TASK ITEM -
The word "Joke" occurs in some lines of the data. Return each such line.

━━━━━━

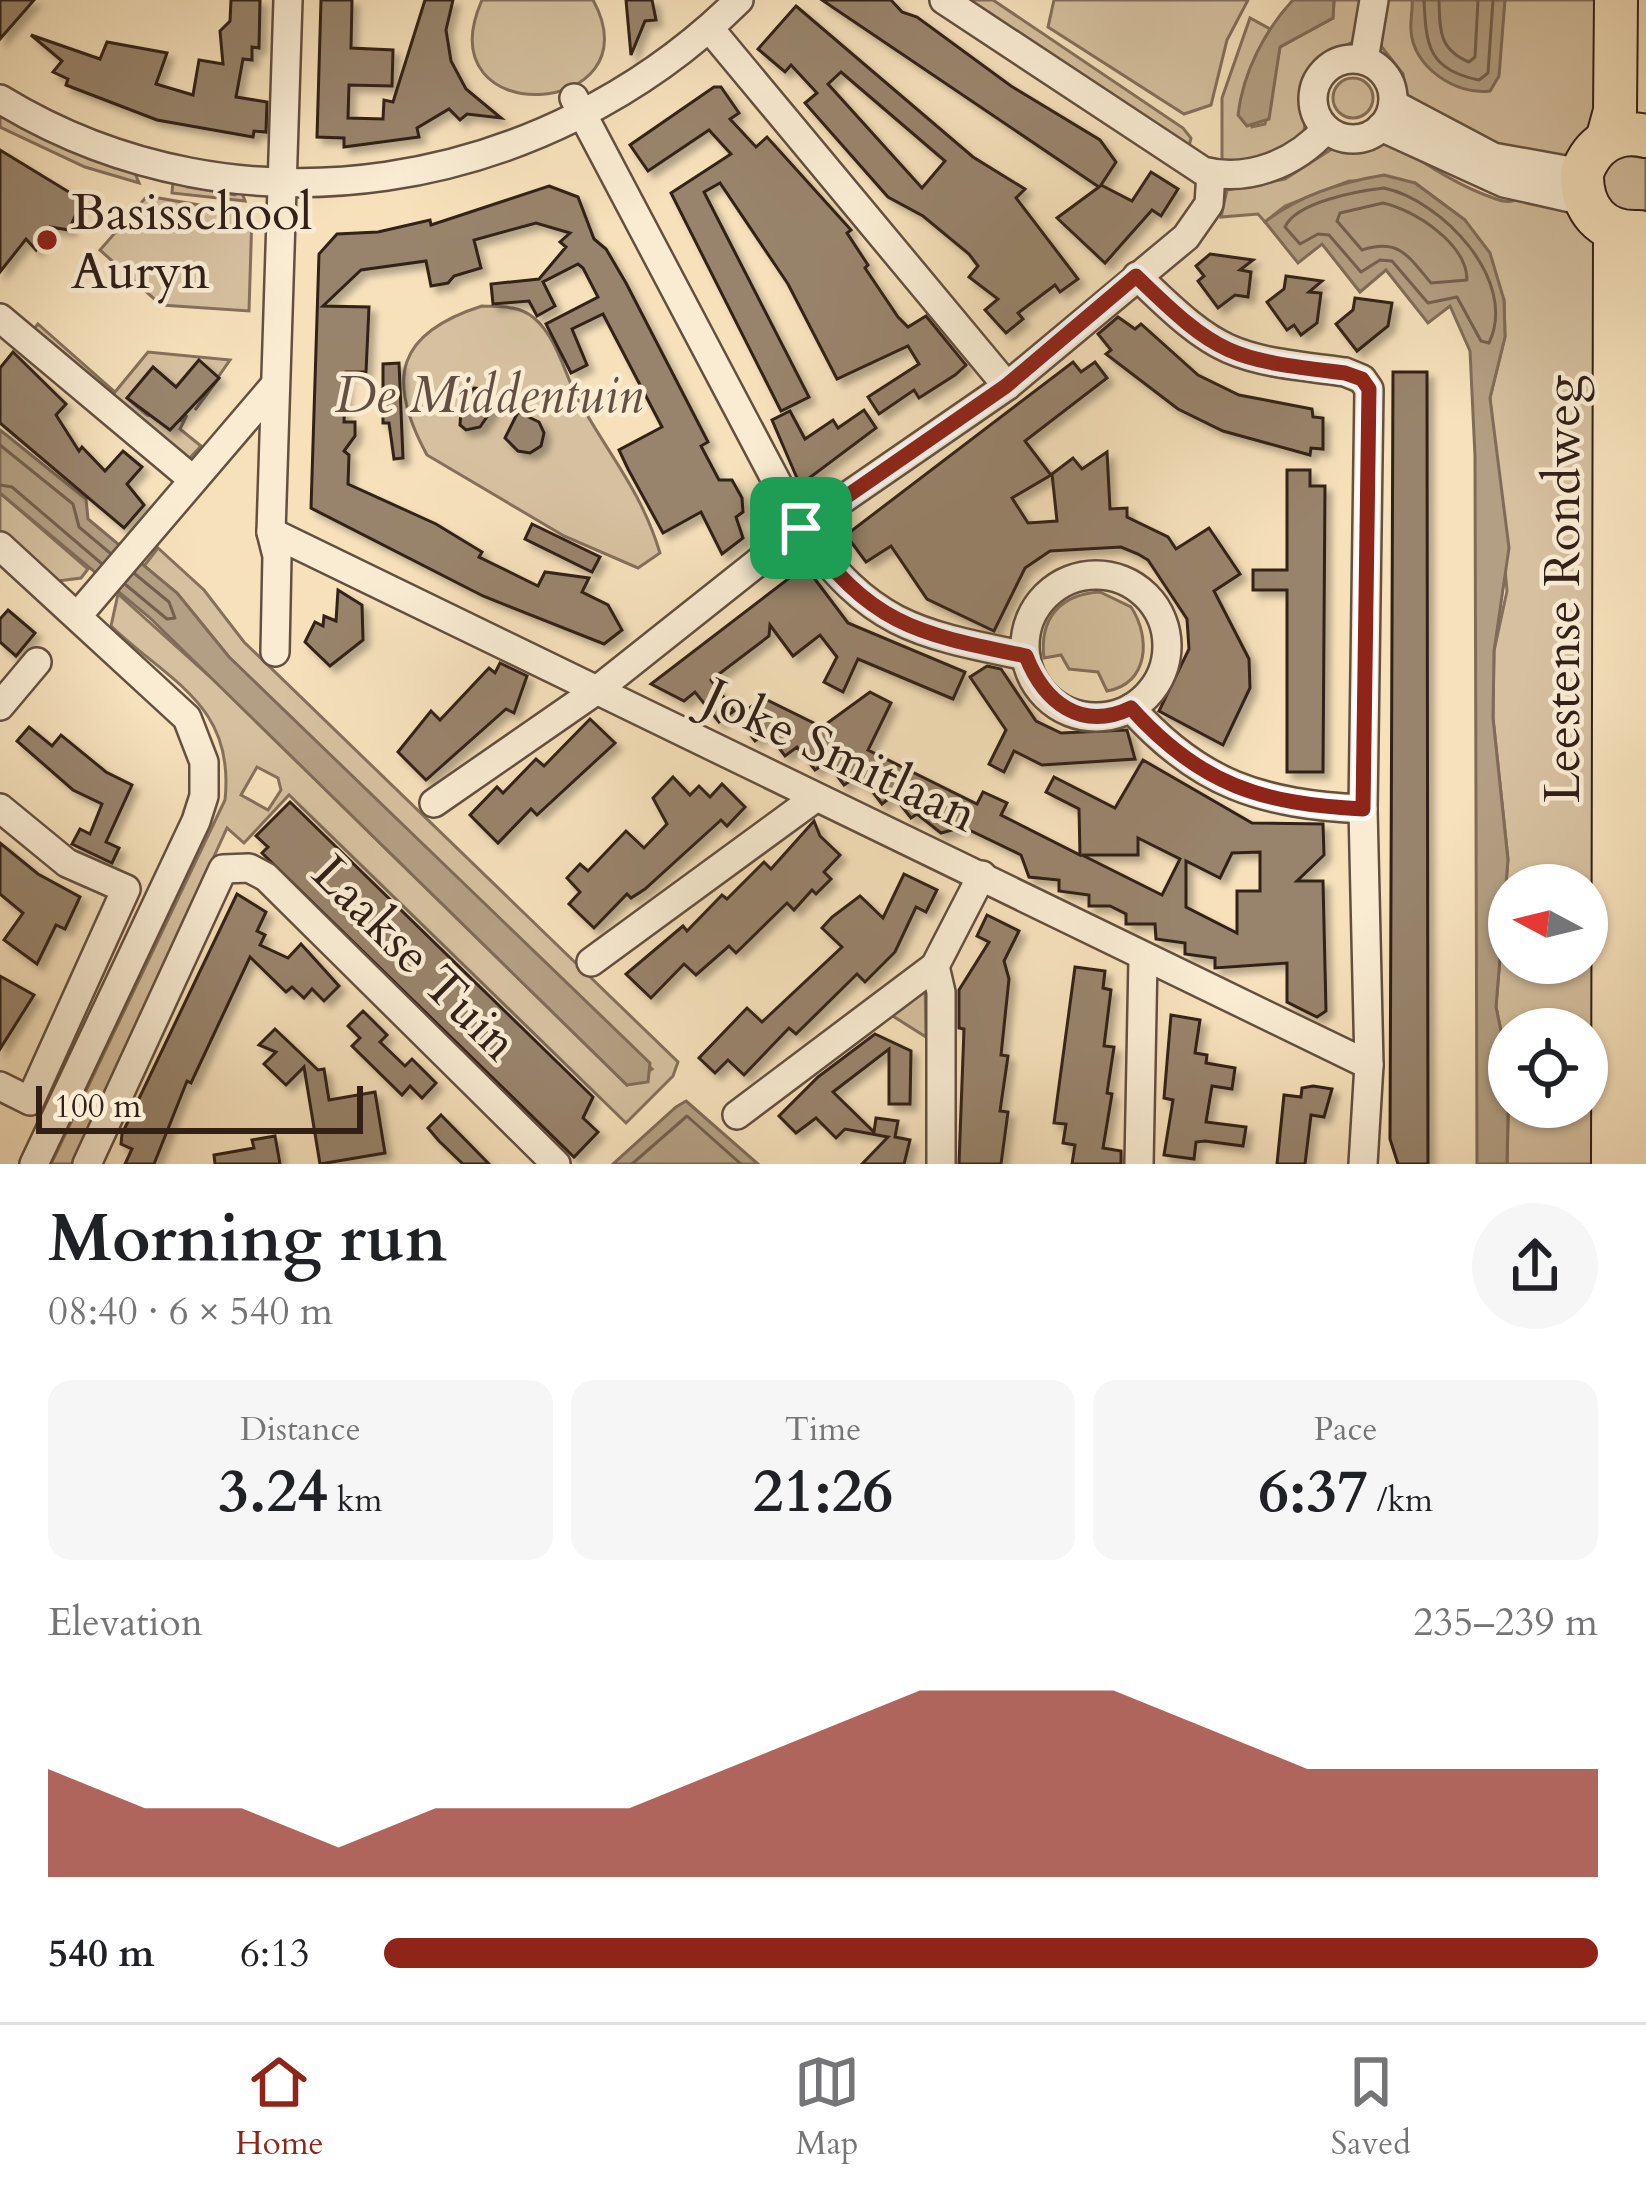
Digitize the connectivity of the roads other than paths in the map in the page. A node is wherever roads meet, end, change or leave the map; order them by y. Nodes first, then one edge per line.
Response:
1 (288, 0) edge
2 (740, 0) edge
3 (944, 0) edge
4 (1374, 0) edge
5 (1616, 0) edge
6 (710, 29) junction
7 (1364, 60) junction
8 (0, 99) edge
9 (579, 107) junction
10 (1387, 115) junction
11 (1326, 129) junction
12 (1605, 162) edge
13 (1211, 173) junction
14 (282, 183) junction
15 (1636, 240) edge
16 (1136, 276) junction
17 (0, 318) edge
18 (274, 386) junction
19 (1006, 386) junction
20 (191, 478) junction
21 (801, 528) junction
22 (271, 532) junction
23 (0, 546) edge
24 (80, 614) junction
25 (275, 652) dead end
26 (1026, 656) junction
27 (37, 662) dead end
28 (597, 690) junction
29 (0, 706) edge
30 (1131, 708) junction
31 (815, 798) junction
32 (434, 803) dead end
33 (0, 808) edge
34 (1363, 809) junction
35 (982, 875) junction
36 (1143, 958) junction
37 (591, 962) dead end
38 (935, 966) junction
39 (1369, 1065) junction
40 (0, 1086) edge
41 (737, 1115) dead end
42 (34, 1164) edge
43 (87, 1164) edge
44 (556, 1164) edge
45 (941, 1164) edge
46 (1139, 1164) edge
47 (1363, 1164) edge
48 (1613, 1164) edge
49 (1643, 1164) edge

1 - 14 street
2 - 6 street
3 - 13 street
4 - 7 street
5 - 12 main road
6 - 9 street
6 - 19 street
7 - 10 street
7 - 11 street
8 - 14 street
9 - 14 street
9 - 21 street
10 - 11 street
10 - 12 street
11 - 13 street
12 - 15 main road
13 - 16 street
14 - 18 street
15 - 48 main road, Leestense Rondweg
15 - 49 main road, Leestense Rondweg
16 - 19 street
16 - 34 street
17 - 20 street
18 - 20 street
18 - 22 street
19 - 21 street
20 - 24 street
21 - 26 street
21 - 28 street
22 - 25 street
22 - 28 street, Joke Smitlaan
23 - 24 street
24 - 42 street
26 - 30 street
26 - 30 street
27 - 29 street
28 - 31 street, Joke Smitlaan
28 - 32 street
30 - 34 street
31 - 35 street, Joke Smitlaan
31 - 37 street
33 - 40 street
34 - 39 street
35 - 36 street, Joke Smitlaan
35 - 38 street
36 - 39 street, Joke Smitlaan
36 - 46 street
38 - 41 street
38 - 45 street
39 - 47 street
43 - 44 street, Laakse Tuin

━━━━━━

ANSWER TO THE PROBLEM -
22 - 28 street, Joke Smitlaan
28 - 31 street, Joke Smitlaan
31 - 35 street, Joke Smitlaan
35 - 36 street, Joke Smitlaan
36 - 39 street, Joke Smitlaan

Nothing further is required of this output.